Tabs that appear only when you need them: In addition to the standard set of tabs that you see on the Ribbon whenever you start Office Excel 2007, there are two other kinds of tabs, which appear in the interface and are useful for the type of task you are currently performing.
Contextual tools: Contextual tools enable you to work with an object that you select on the page, such as a table, a picture, or a drawing. When you click the object, the pertinent set of contextual tabs appears in an accent color next to the standard tabs.
Program tabs: Program tabs replace the standard set of tabs when you switch to certain authoring modes or views, including Print Preview.
File Button : This button is located in the upper-left corner of the Excel window and opens the menu shown here:

Quick Access Toolbar: The Quick Access Toolbar is located by default at the top of the Excel window and provides quick access to tools that you use frequently.
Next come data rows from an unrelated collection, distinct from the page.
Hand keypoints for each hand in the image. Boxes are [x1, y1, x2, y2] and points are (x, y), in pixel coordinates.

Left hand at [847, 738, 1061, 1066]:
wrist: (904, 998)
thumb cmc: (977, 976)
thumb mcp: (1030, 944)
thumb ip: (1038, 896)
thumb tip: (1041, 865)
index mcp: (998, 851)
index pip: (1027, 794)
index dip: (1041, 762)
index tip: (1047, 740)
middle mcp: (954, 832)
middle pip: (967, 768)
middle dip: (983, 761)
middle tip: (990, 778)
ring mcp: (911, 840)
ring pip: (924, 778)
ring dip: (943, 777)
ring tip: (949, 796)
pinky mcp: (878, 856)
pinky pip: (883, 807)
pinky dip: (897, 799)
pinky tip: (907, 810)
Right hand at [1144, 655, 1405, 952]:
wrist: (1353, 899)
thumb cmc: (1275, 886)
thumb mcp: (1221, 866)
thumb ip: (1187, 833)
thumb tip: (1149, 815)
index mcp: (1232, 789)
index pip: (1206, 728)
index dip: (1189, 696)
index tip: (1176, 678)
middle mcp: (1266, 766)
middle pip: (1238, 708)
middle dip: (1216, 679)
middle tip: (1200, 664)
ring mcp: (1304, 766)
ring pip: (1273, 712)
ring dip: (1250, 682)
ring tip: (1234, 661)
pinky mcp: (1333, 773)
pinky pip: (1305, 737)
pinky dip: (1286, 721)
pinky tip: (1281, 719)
You can customize the Quick Access Toolbar by adding commands to it.
Adding Commands to Quick Access Toolbar: In the Customize Quick Access Toolbar box, select either For all documents (as a default) or a specific document.
Click the command that you want to add, and then click Add.
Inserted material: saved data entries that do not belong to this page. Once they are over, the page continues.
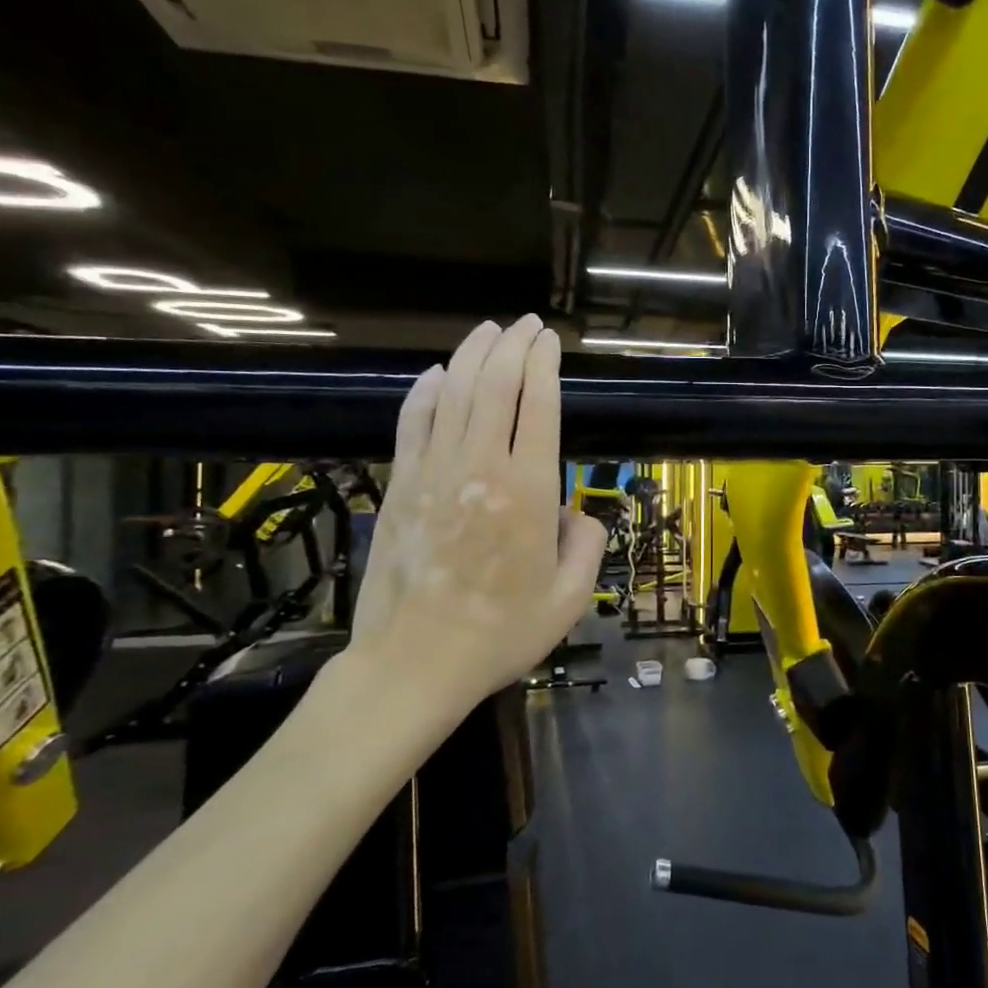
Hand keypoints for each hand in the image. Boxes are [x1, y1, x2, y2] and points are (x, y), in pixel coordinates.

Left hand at [341, 316, 605, 732]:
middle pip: (495, 385)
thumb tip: (577, 514)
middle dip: (513, 345)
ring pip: (453, 393)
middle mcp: (482, 467)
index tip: (550, 339)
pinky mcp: (401, 486)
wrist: (415, 662)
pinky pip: (412, 423)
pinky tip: (436, 374)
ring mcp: (434, 473)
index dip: (545, 363)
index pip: (539, 404)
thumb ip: (586, 546)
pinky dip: (425, 392)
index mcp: (530, 490)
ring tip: (488, 331)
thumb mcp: (570, 598)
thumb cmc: (501, 633)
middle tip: (526, 324)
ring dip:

Dialog Box Launchers: Dialog Box Launchers are small icons that appear in some groups. Clicking a Dialog Box Launcher opens a related dialog box or a task pane, providing more options related to that group.
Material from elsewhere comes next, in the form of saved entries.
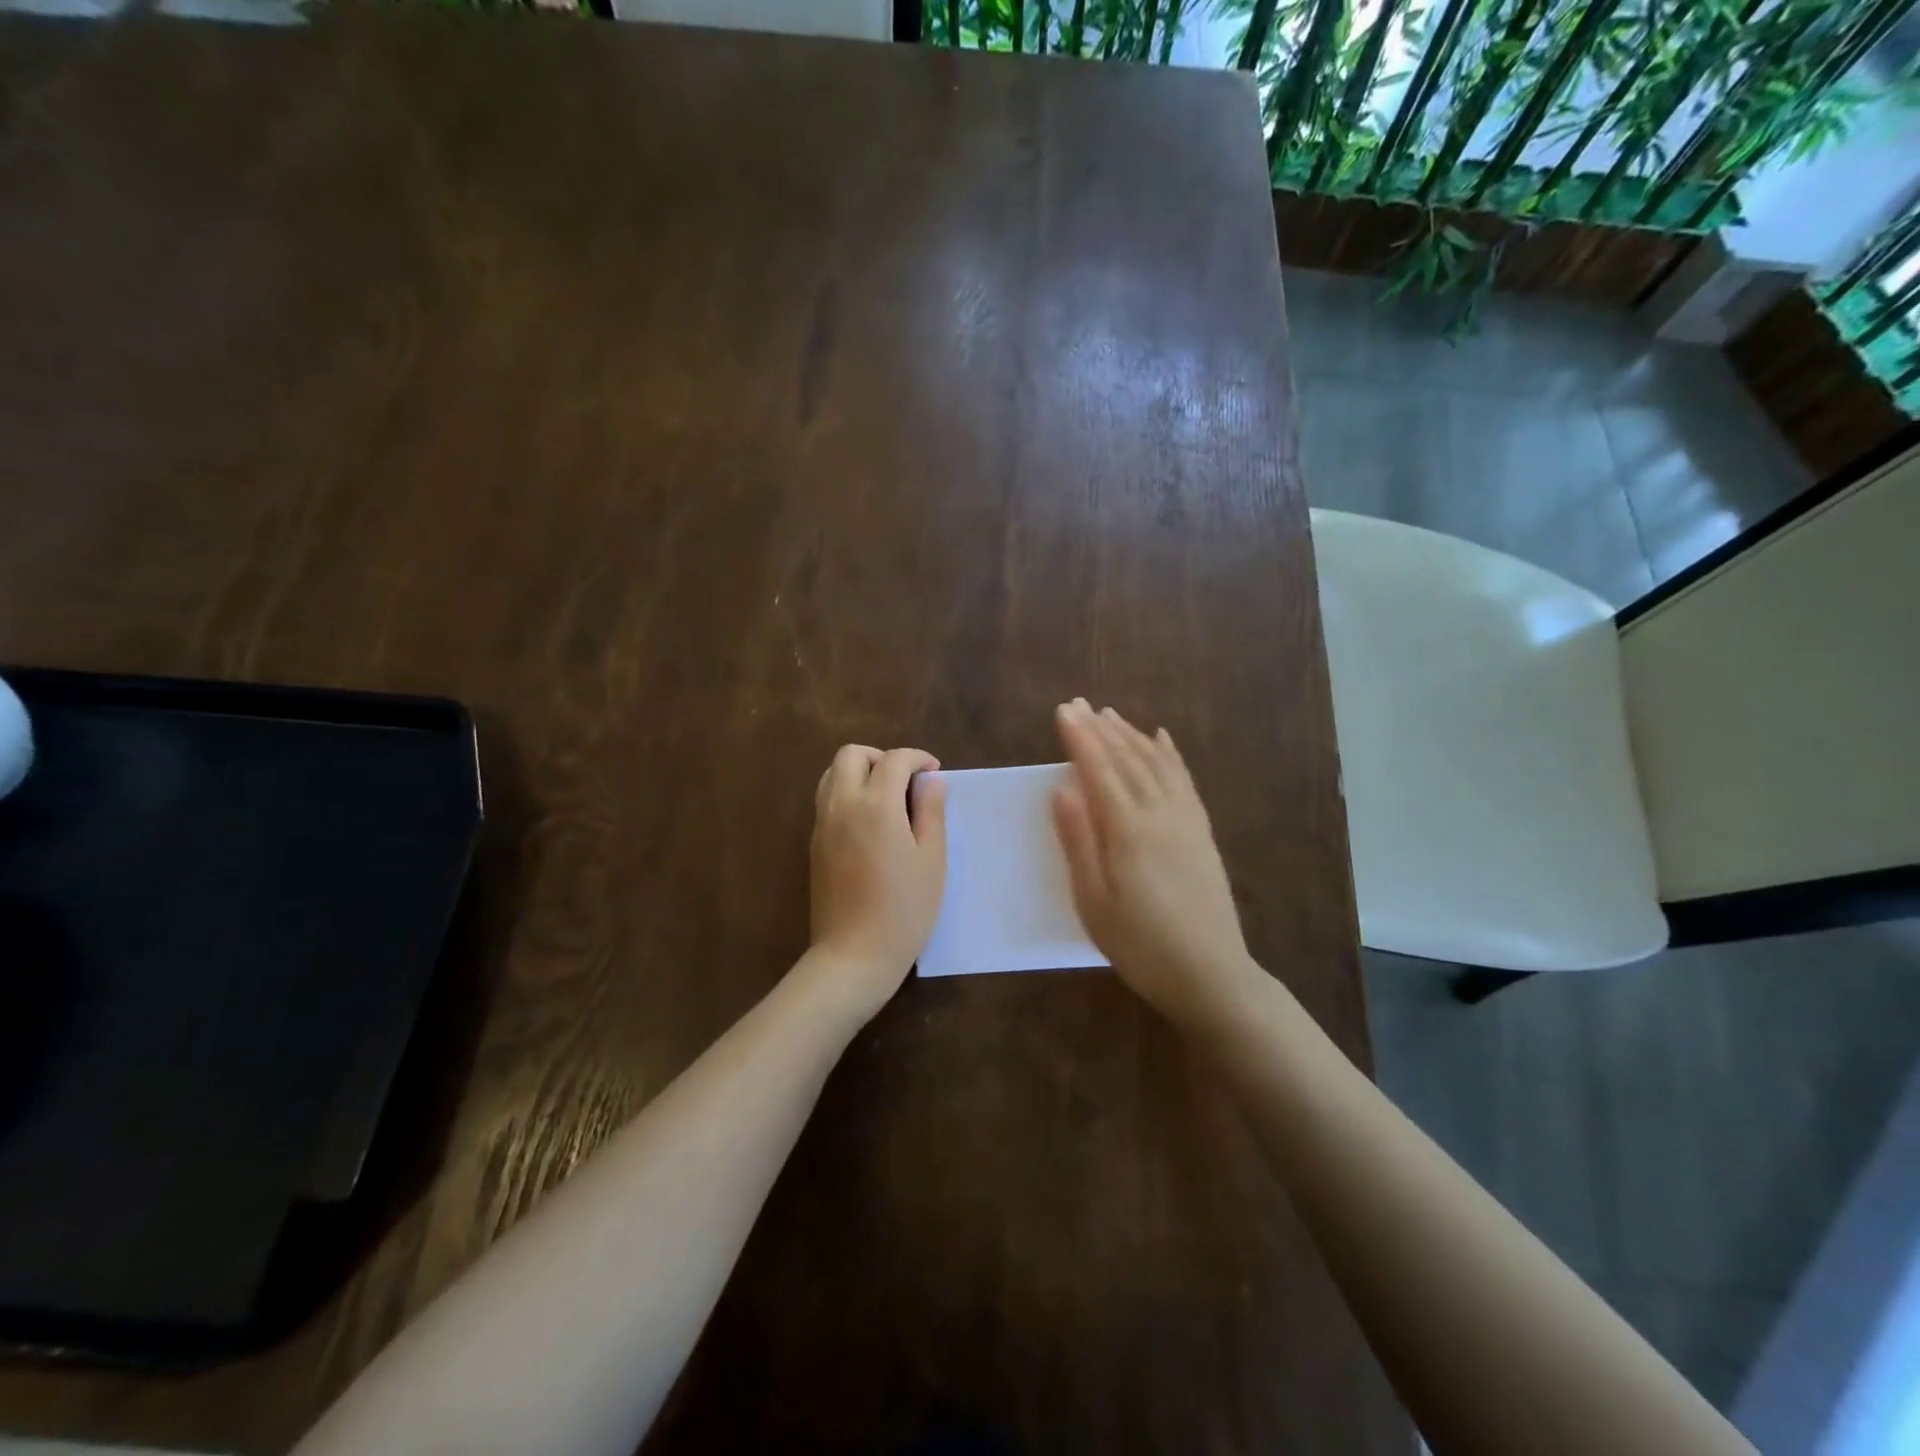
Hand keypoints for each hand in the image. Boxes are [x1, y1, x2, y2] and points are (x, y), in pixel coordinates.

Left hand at [809, 744, 947, 1016]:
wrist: (854, 954)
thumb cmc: (904, 908)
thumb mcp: (932, 859)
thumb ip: (931, 812)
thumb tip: (930, 781)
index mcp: (876, 805)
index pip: (894, 760)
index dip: (917, 758)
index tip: (934, 772)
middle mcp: (842, 805)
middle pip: (851, 755)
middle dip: (881, 757)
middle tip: (906, 781)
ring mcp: (822, 824)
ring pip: (831, 774)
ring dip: (859, 772)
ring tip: (887, 798)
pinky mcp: (814, 844)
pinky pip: (826, 800)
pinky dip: (847, 793)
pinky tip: (870, 823)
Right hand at [1051, 700, 1254, 1017]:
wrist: (1210, 973)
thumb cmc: (1139, 944)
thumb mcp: (1093, 901)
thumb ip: (1078, 841)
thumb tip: (1062, 788)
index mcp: (1128, 829)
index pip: (1098, 770)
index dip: (1080, 738)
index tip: (1063, 710)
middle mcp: (1160, 813)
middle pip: (1127, 759)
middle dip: (1101, 729)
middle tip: (1080, 704)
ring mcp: (1186, 820)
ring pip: (1156, 763)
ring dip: (1132, 735)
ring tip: (1112, 715)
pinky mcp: (1202, 832)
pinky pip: (1184, 780)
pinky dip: (1170, 754)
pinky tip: (1162, 739)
Use the Keyboard to Access any Commands in the Ribbon
To use keyboard shortcut: To open a menu tab, press the Alt tab, now press a letter(s) or a number or a combination of a letter & a number , see below:
Step 1: press the Alt key or F10.
Step 2:
Press H, and then a letter(s) or a number or a combination of both (a letter & a number).
Or
Use the Tab key to move between command buttons in the Ribbon.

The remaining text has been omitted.